Une révolution ministérielle très sérieuse et en même temps très inattendue vient de s’accomplir en Hollande. On sait qu’à l’ouverture de la session actuelle des états-généraux, le roi avait annoncé qu’il saisirait les chambres d’une proposition pour la modification de la loi fondamentale. C’est sur le sens de cette promesse qu’il se serait manifesté entre le roi et ses ministres des dissentimens par suite desquels M. Van Hall, ministre des finances, et M. de la Sarraz, ministre des affaires étrangères, ont offert leur démission. Ils sont remplacés dans le cabinet par M. Van der Heim et M. Van Rappard.

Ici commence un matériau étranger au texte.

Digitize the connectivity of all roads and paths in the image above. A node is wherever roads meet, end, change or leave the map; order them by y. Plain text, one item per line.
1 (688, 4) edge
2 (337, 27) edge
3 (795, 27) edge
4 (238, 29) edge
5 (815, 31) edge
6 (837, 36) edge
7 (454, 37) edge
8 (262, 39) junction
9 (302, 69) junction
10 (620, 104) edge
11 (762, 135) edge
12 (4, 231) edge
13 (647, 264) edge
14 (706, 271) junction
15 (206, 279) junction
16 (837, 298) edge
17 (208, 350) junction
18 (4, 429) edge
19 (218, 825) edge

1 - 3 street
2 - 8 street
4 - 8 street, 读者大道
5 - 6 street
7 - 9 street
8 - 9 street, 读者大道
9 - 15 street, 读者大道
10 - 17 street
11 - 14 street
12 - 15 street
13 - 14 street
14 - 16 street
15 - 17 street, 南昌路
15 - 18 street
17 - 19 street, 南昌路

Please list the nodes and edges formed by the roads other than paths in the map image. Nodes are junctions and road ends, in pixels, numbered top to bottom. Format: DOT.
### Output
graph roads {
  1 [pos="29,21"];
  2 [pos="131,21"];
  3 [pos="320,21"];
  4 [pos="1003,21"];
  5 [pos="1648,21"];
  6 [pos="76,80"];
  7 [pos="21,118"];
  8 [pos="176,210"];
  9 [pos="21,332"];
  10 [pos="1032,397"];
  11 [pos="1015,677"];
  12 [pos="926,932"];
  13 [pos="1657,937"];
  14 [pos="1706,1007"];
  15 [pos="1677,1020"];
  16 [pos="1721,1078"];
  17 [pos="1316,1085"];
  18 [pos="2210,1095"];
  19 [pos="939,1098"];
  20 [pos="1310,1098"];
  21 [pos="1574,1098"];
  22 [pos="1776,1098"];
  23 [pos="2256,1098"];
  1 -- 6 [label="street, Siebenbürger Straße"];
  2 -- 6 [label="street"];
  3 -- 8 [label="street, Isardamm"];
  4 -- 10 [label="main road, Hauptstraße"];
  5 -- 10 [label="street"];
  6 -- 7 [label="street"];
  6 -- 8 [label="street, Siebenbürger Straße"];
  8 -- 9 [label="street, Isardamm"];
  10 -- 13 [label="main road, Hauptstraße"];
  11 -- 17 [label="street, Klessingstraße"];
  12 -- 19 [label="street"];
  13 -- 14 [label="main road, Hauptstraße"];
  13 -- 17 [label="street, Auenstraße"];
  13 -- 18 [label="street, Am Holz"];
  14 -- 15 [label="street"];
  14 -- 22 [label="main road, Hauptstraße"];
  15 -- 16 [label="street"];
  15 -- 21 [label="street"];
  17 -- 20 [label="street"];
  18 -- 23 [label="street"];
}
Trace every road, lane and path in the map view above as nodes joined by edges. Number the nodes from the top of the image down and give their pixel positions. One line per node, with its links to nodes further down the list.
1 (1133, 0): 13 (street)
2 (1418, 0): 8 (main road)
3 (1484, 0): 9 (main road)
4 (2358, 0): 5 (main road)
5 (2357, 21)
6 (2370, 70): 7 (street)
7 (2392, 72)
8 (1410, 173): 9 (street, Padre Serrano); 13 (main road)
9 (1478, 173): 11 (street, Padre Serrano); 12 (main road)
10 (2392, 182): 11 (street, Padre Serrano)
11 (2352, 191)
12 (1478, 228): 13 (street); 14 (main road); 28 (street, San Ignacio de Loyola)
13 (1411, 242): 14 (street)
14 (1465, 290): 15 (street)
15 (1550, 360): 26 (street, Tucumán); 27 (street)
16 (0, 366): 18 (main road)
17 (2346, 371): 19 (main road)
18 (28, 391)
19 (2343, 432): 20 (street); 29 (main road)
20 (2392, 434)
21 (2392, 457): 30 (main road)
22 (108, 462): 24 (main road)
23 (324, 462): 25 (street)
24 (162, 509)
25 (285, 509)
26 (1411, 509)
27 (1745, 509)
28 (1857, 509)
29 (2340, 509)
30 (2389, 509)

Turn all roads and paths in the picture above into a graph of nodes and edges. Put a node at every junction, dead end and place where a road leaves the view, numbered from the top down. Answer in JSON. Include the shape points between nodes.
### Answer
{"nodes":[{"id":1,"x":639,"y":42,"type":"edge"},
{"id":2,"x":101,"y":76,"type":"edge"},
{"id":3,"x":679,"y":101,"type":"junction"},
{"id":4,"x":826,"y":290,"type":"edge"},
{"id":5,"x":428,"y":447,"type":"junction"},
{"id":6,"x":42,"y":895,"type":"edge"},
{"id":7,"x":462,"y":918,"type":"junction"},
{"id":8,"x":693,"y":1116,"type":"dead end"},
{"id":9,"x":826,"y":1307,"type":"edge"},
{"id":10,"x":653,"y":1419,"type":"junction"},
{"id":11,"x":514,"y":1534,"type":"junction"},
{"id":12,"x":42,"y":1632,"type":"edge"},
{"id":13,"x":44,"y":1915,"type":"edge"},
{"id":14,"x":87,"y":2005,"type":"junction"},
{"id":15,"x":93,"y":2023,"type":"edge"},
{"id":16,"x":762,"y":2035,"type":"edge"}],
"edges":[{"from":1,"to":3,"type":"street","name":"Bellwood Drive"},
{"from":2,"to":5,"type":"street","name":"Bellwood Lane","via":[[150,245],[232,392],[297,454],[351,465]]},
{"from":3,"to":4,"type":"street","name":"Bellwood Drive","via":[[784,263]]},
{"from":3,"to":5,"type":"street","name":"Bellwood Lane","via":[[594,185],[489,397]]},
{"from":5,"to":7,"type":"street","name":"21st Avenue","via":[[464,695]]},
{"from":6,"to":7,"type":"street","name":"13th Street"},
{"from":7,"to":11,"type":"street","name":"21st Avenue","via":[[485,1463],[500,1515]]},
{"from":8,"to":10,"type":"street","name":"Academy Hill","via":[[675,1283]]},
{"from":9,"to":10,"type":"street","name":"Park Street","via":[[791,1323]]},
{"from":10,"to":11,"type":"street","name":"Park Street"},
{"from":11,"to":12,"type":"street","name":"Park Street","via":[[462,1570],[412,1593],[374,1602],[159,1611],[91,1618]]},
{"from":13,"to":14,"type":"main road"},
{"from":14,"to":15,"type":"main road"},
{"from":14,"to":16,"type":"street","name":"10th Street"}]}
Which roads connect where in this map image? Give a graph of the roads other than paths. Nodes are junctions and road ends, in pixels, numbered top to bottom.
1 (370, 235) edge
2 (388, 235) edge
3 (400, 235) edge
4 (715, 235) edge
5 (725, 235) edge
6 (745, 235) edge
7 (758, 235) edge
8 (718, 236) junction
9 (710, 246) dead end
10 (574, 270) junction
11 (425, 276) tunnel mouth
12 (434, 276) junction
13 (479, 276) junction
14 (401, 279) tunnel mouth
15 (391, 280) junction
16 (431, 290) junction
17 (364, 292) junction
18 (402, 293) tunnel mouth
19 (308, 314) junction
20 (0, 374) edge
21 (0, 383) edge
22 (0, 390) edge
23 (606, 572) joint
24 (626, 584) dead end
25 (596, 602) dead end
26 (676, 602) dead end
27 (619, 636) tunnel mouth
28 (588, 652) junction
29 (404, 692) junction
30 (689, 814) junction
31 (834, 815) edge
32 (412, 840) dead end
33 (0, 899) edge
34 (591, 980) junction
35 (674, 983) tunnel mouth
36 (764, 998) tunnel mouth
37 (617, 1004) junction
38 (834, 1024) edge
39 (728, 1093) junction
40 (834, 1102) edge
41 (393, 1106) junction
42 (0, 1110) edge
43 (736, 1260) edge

Les opinions des nouveaux ministres passent pour être contraires à toute réforme sérieuse de la loi fondamentale, et, en même temps que leur nomination, le journal officiel de La Laye publie une espèce de manifeste où il se plaint assez amèrement des fausses interprétations qui ont été données à la promesse du roi, et repousse l’introduction d’innovations étrangères comme aussi dangereuse que celle du cheval de Troie. Peut-être la roi de Hollande compte-t-il, comme le roi de Hanovre, comme l’électeur de Hesse, sur le caractère tranquille de son peuple ; ce sont des expériences qui seront jugées par le résultat.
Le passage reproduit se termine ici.